__Task goal__
Give back each entry exactly as written, apart from the pictures.

+--

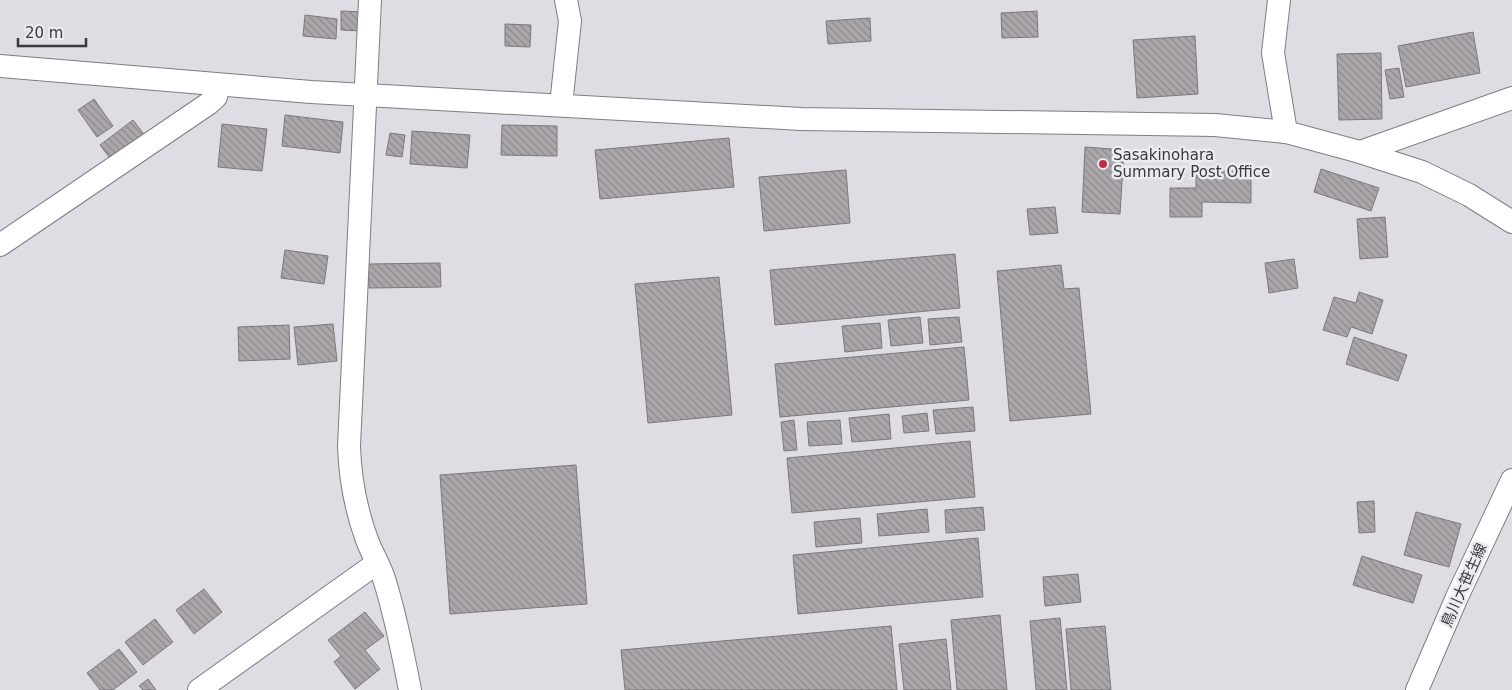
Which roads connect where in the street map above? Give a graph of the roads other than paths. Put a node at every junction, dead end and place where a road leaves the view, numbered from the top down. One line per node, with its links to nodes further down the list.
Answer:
1 (370, 0): 6 (street)
2 (566, 0): 8 (street)
3 (1279, 0): 9 (street)
4 (0, 66): 5 (street)
5 (218, 85): 6 (street); 12 (street)
6 (366, 95): 8 (street); 14 (street)
7 (1512, 98): 10 (street)
8 (561, 105): 9 (street)
9 (1286, 132): 10 (street)
10 (1360, 152): 11 (street)
11 (1512, 222)
12 (0, 245)
13 (1512, 480): 17 (street, 鳥川大笹生線)
14 (377, 563): 15 (street); 16 (street)
15 (199, 690)
16 (410, 690)
17 (1417, 690)

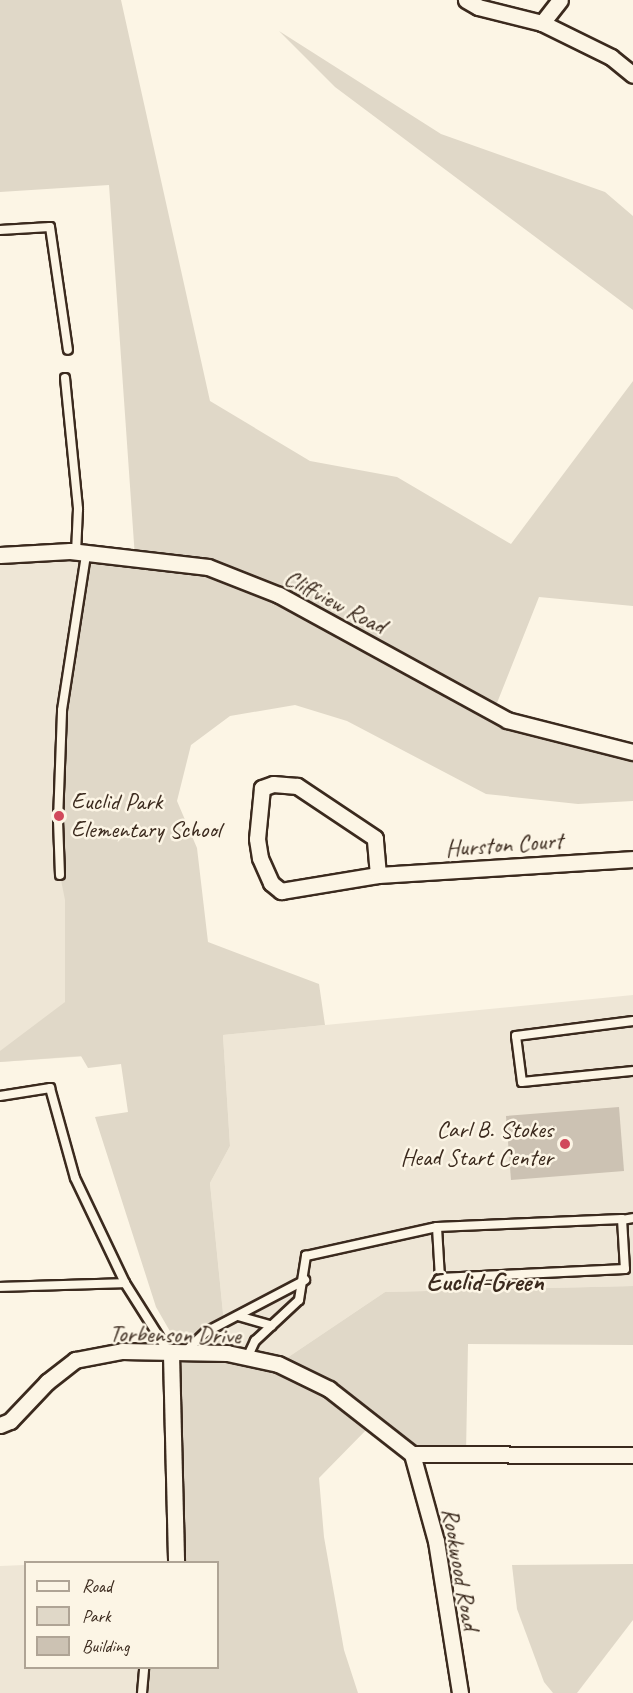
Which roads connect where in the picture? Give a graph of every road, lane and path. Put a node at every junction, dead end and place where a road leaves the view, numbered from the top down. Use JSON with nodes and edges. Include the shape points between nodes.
{"nodes":[{"id":1,"x":466,"y":0,"type":"edge"},
{"id":2,"x":560,"y":0,"type":"edge"},
{"id":3,"x":543,"y":23,"type":"junction"},
{"id":4,"x":633,"y":75,"type":"edge"},
{"id":5,"x":0,"y":230,"type":"edge"},
{"id":6,"x":68,"y":350,"type":"dead end"},
{"id":7,"x":64,"y":378,"type":"dead end"},
{"id":8,"x":81,"y":554,"type":"junction"},
{"id":9,"x":0,"y":555,"type":"edge"},
{"id":10,"x":633,"y":752,"type":"edge"},
{"id":11,"x":633,"y":859,"type":"edge"},
{"id":12,"x":60,"y":875,"type":"dead end"},
{"id":13,"x":378,"y":875,"type":"junction"},
{"id":14,"x":633,"y":1021,"type":"edge"},
{"id":15,"x":633,"y":1071,"type":"edge"},
{"id":16,"x":0,"y":1096,"type":"edge"},
{"id":17,"x":633,"y":1218,"type":"edge"},
{"id":18,"x":622,"y":1220,"type":"junction"},
{"id":19,"x":436,"y":1227,"type":"junction"},
{"id":20,"x":305,"y":1280,"type":"junction"},
{"id":21,"x":125,"y":1283,"type":"junction"},
{"id":22,"x":0,"y":1287,"type":"edge"},
{"id":23,"x":238,"y":1316,"type":"junction"},
{"id":24,"x":272,"y":1326,"type":"junction"},
{"id":25,"x":177,"y":1354,"type":"junction"},
{"id":26,"x":247,"y":1358,"type":"junction"},
{"id":27,"x":0,"y":1425,"type":"edge"},
{"id":28,"x":412,"y":1454,"type":"junction"},
{"id":29,"x":633,"y":1455,"type":"edge"},
{"id":30,"x":176,"y":1561,"type":"edge"},
{"id":31,"x":144,"y":1669,"type":"edge"},
{"id":32,"x":142,"y":1693,"type":"edge"},
{"id":33,"x":460,"y":1693,"type":"edge"}],
"edges":[{"from":1,"to":3,"type":"street","via":[[478,7]]},
{"from":2,"to":3,"type":"street"},
{"from":3,"to":4,"type":"street","via":[[611,57]]},
{"from":5,"to":6,"type":"lane","via":[[50,227]]},
{"from":7,"to":8,"type":"lane"},
{"from":8,"to":9,"type":"street","name":"Cliffview Road"},
{"from":8,"to":10,"type":"street","name":"Cliffview Road","via":[[208,567],[279,595],[507,720]]},
{"from":8,"to":12,"type":"lane","via":[[62,710]]},
{"from":11,"to":13,"type":"street","name":"Hurston Court"},
{"from":13,"to":13,"type":"street","name":"Hurston Court","via":[[375,838],[297,786],[273,784],[262,788],[259,848],[272,883],[281,891]]},
{"from":14,"to":15,"type":"lane","via":[[516,1036],[522,1082]]},
{"from":16,"to":21,"type":"lane","via":[[50,1088],[75,1178]]},
{"from":17,"to":18,"type":"lane"},
{"from":18,"to":19,"type":"lane"},
{"from":18,"to":19,"type":"lane","via":[[625,1269],[440,1278]]},
{"from":19,"to":20,"type":"lane","via":[[306,1256]]},
{"from":20,"to":23,"type":"lane"},
{"from":20,"to":24,"type":"lane","via":[[299,1300]]},
{"from":21,"to":22,"type":"lane"},
{"from":21,"to":25,"type":"lane"},
{"from":23,"to":24,"type":"lane"},
{"from":23,"to":25,"type":"lane","via":[[206,1332]]},
{"from":24,"to":26,"type":"lane","via":[[255,1341]]},
{"from":25,"to":26,"type":"street","name":"Torbenson Drive","via":[[227,1353]]},
{"from":25,"to":27,"type":"street","name":"Torbenson Drive","via":[[122,1351],[75,1360],[47,1382],[10,1421]]},
{"from":25,"to":30,"type":"street"},
{"from":26,"to":28,"type":"street","name":"Torbenson Drive","via":[[278,1364],[329,1389]]},
{"from":28,"to":29,"type":"street"},
{"from":28,"to":33,"type":"street","name":"Rookwood Road","via":[[436,1541]]},
{"from":31,"to":32,"type":"lane"}]}
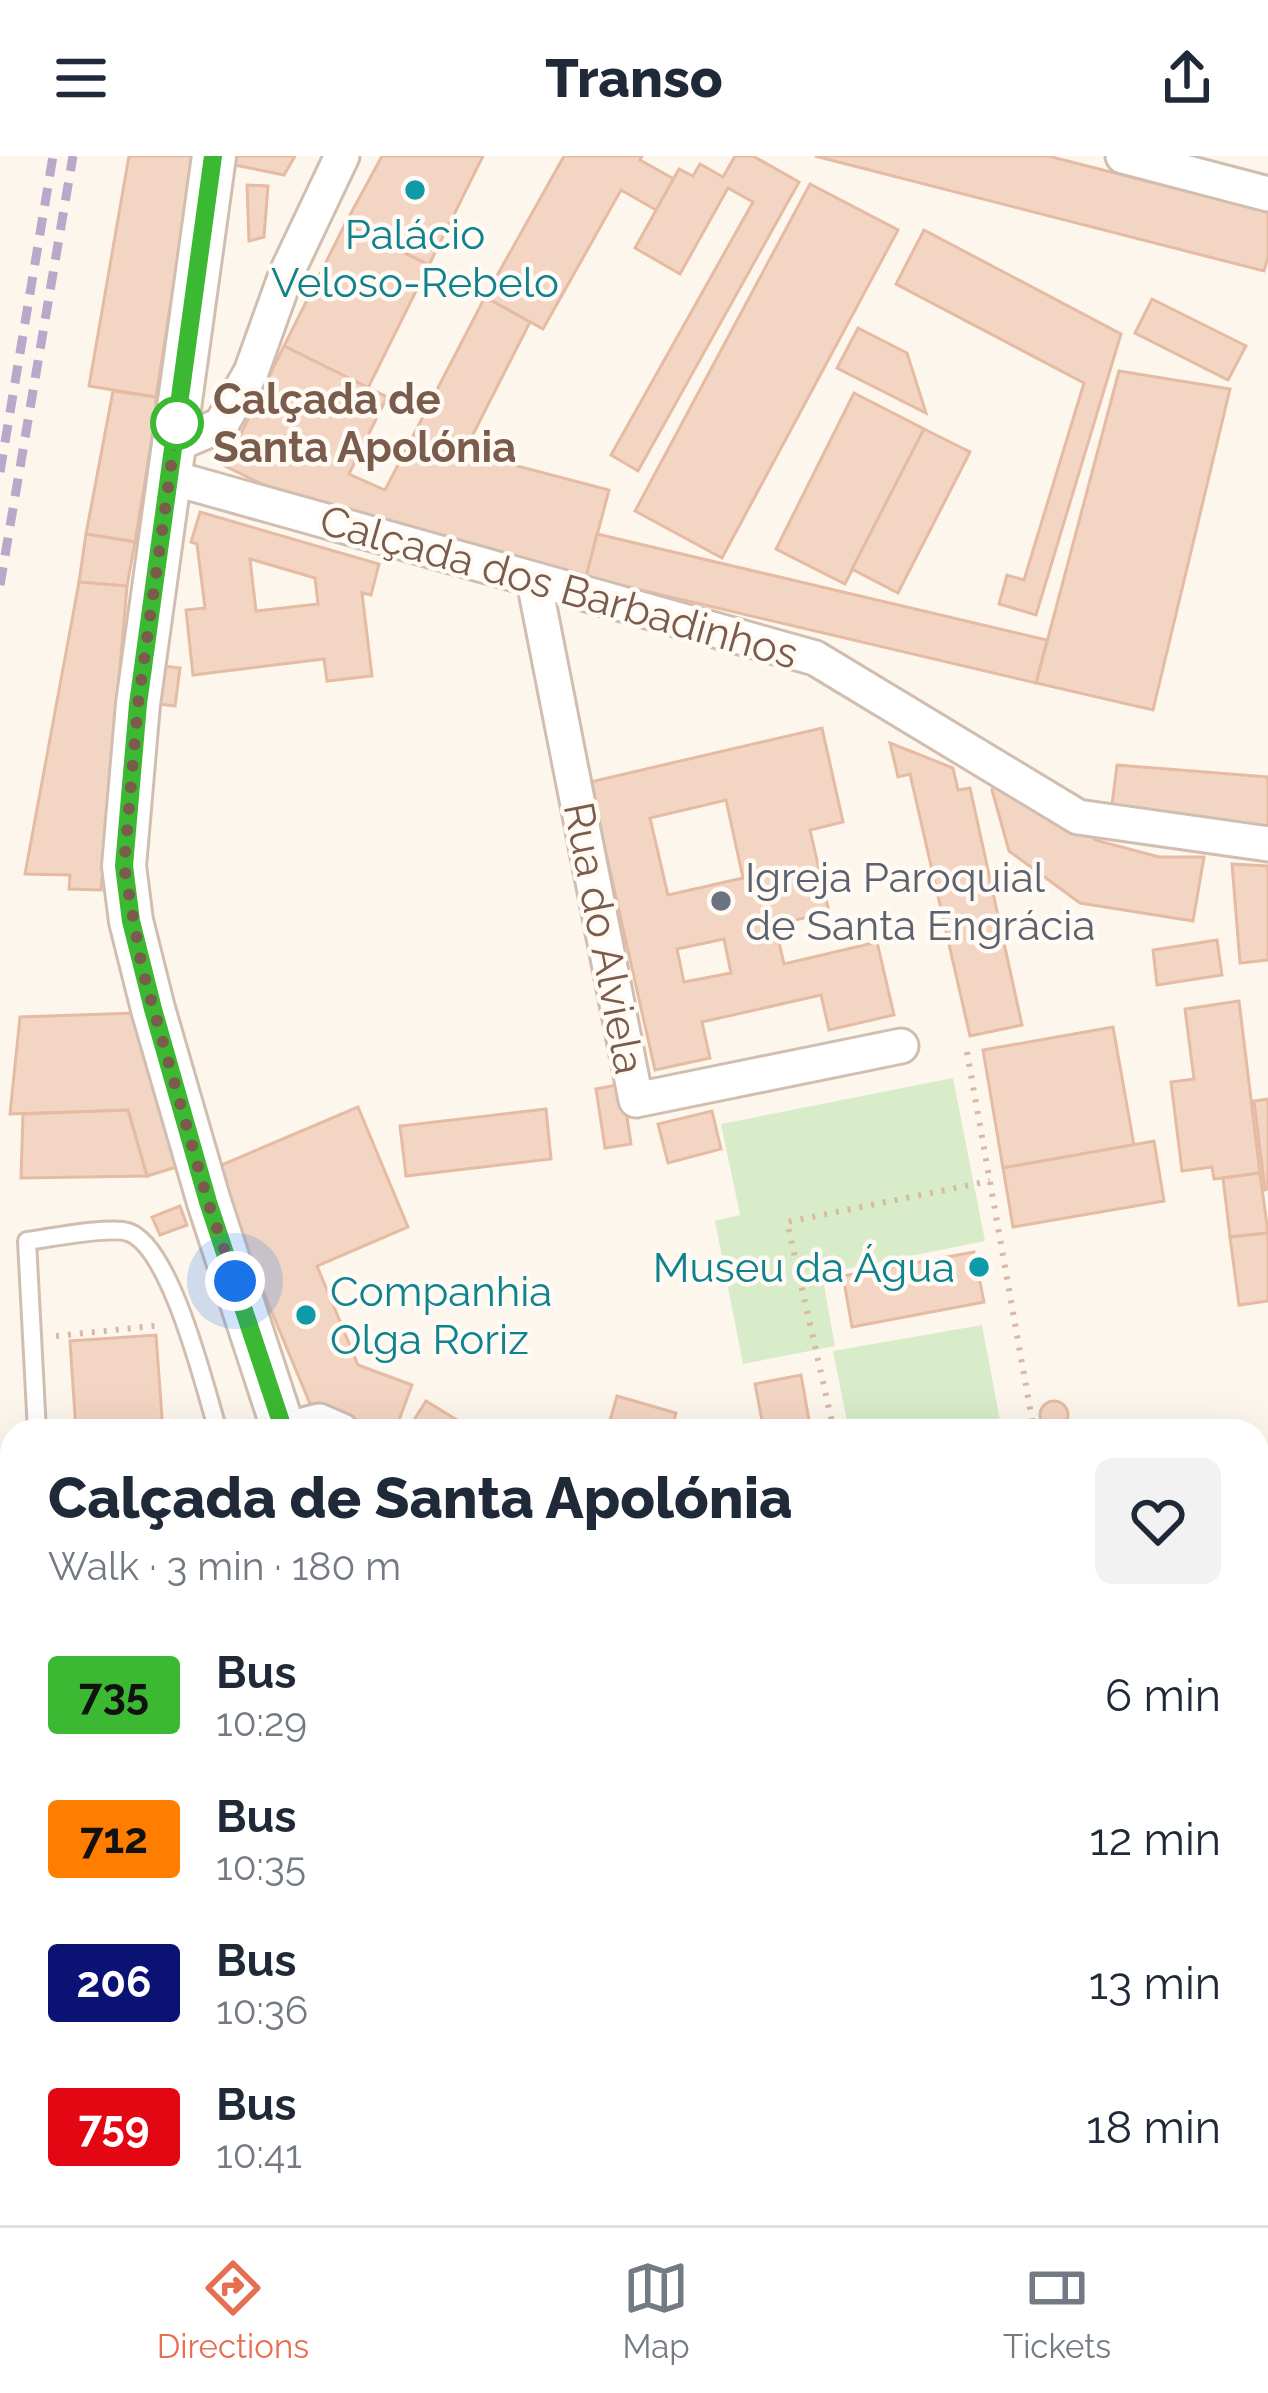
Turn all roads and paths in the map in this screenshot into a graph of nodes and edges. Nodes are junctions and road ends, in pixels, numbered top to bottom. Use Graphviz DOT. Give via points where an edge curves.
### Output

+--

__Output below__
Which roads connect where in the street map above? Give a graph of the roads other than paths. Put a node at every junction, dead end and place where a road leaves the view, numbered from the top down. One line per node, with its links to nodes further down the list.
Answer:
1 (370, 0): 6 (street)
2 (566, 0): 8 (street)
3 (1279, 0): 9 (street)
4 (0, 66): 5 (street)
5 (218, 85): 6 (street); 12 (street)
6 (366, 95): 8 (street); 14 (street)
7 (1512, 98): 10 (street)
8 (561, 105): 9 (street)
9 (1286, 132): 10 (street)
10 (1360, 152): 11 (street)
11 (1512, 222)
12 (0, 245)
13 (1512, 480): 17 (street, 鳥川大笹生線)
14 (377, 563): 15 (street); 16 (street)
15 (199, 690)
16 (410, 690)
17 (1417, 690)

Which roads connect where in the picture? Give a graph of every road, lane and path. Put a node at every junction, dead end and place where a road leaves the view, numbered from the top down. Use JSON with nodes and edges. Include the shape points between nodes.
{"nodes":[{"id":1,"x":466,"y":0,"type":"edge"},
{"id":2,"x":560,"y":0,"type":"edge"},
{"id":3,"x":543,"y":23,"type":"junction"},
{"id":4,"x":633,"y":75,"type":"edge"},
{"id":5,"x":0,"y":230,"type":"edge"},
{"id":6,"x":68,"y":350,"type":"dead end"},
{"id":7,"x":64,"y":378,"type":"dead end"},
{"id":8,"x":81,"y":554,"type":"junction"},
{"id":9,"x":0,"y":555,"type":"edge"},
{"id":10,"x":633,"y":752,"type":"edge"},
{"id":11,"x":633,"y":859,"type":"edge"},
{"id":12,"x":60,"y":875,"type":"dead end"},
{"id":13,"x":378,"y":875,"type":"junction"},
{"id":14,"x":633,"y":1021,"type":"edge"},
{"id":15,"x":633,"y":1071,"type":"edge"},
{"id":16,"x":0,"y":1096,"type":"edge"},
{"id":17,"x":633,"y":1218,"type":"edge"},
{"id":18,"x":622,"y":1220,"type":"junction"},
{"id":19,"x":436,"y":1227,"type":"junction"},
{"id":20,"x":305,"y":1280,"type":"junction"},
{"id":21,"x":125,"y":1283,"type":"junction"},
{"id":22,"x":0,"y":1287,"type":"edge"},
{"id":23,"x":238,"y":1316,"type":"junction"},
{"id":24,"x":272,"y":1326,"type":"junction"},
{"id":25,"x":177,"y":1354,"type":"junction"},
{"id":26,"x":247,"y":1358,"type":"junction"},
{"id":27,"x":0,"y":1425,"type":"edge"},
{"id":28,"x":412,"y":1454,"type":"junction"},
{"id":29,"x":633,"y":1455,"type":"edge"},
{"id":30,"x":176,"y":1561,"type":"edge"},
{"id":31,"x":144,"y":1669,"type":"edge"},
{"id":32,"x":142,"y":1693,"type":"edge"},
{"id":33,"x":460,"y":1693,"type":"edge"}],
"edges":[{"from":1,"to":3,"type":"street","via":[[478,7]]},
{"from":2,"to":3,"type":"street"},
{"from":3,"to":4,"type":"street","via":[[611,57]]},
{"from":5,"to":6,"type":"lane","via":[[50,227]]},
{"from":7,"to":8,"type":"lane"},
{"from":8,"to":9,"type":"street","name":"Cliffview Road"},
{"from":8,"to":10,"type":"street","name":"Cliffview Road","via":[[208,567],[279,595],[507,720]]},
{"from":8,"to":12,"type":"lane","via":[[62,710]]},
{"from":11,"to":13,"type":"street","name":"Hurston Court"},
{"from":13,"to":13,"type":"street","name":"Hurston Court","via":[[375,838],[297,786],[273,784],[262,788],[259,848],[272,883],[281,891]]},
{"from":14,"to":15,"type":"lane","via":[[516,1036],[522,1082]]},
{"from":16,"to":21,"type":"lane","via":[[50,1088],[75,1178]]},
{"from":17,"to":18,"type":"lane"},
{"from":18,"to":19,"type":"lane"},
{"from":18,"to":19,"type":"lane","via":[[625,1269],[440,1278]]},
{"from":19,"to":20,"type":"lane","via":[[306,1256]]},
{"from":20,"to":23,"type":"lane"},
{"from":20,"to":24,"type":"lane","via":[[299,1300]]},
{"from":21,"to":22,"type":"lane"},
{"from":21,"to":25,"type":"lane"},
{"from":23,"to":24,"type":"lane"},
{"from":23,"to":25,"type":"lane","via":[[206,1332]]},
{"from":24,"to":26,"type":"lane","via":[[255,1341]]},
{"from":25,"to":26,"type":"street","name":"Torbenson Drive","via":[[227,1353]]},
{"from":25,"to":27,"type":"street","name":"Torbenson Drive","via":[[122,1351],[75,1360],[47,1382],[10,1421]]},
{"from":25,"to":30,"type":"street"},
{"from":26,"to":28,"type":"street","name":"Torbenson Drive","via":[[278,1364],[329,1389]]},
{"from":28,"to":29,"type":"street"},
{"from":28,"to":33,"type":"street","name":"Rookwood Road","via":[[436,1541]]},
{"from":31,"to":32,"type":"lane"}]}
Turn all roads and paths in the map in this screenshot into a graph of nodes and edges. Nodes are junctions and road ends, in pixels, numbered top to bottom. Use Graphviz DOT. Give via points where an edge curves.
### Output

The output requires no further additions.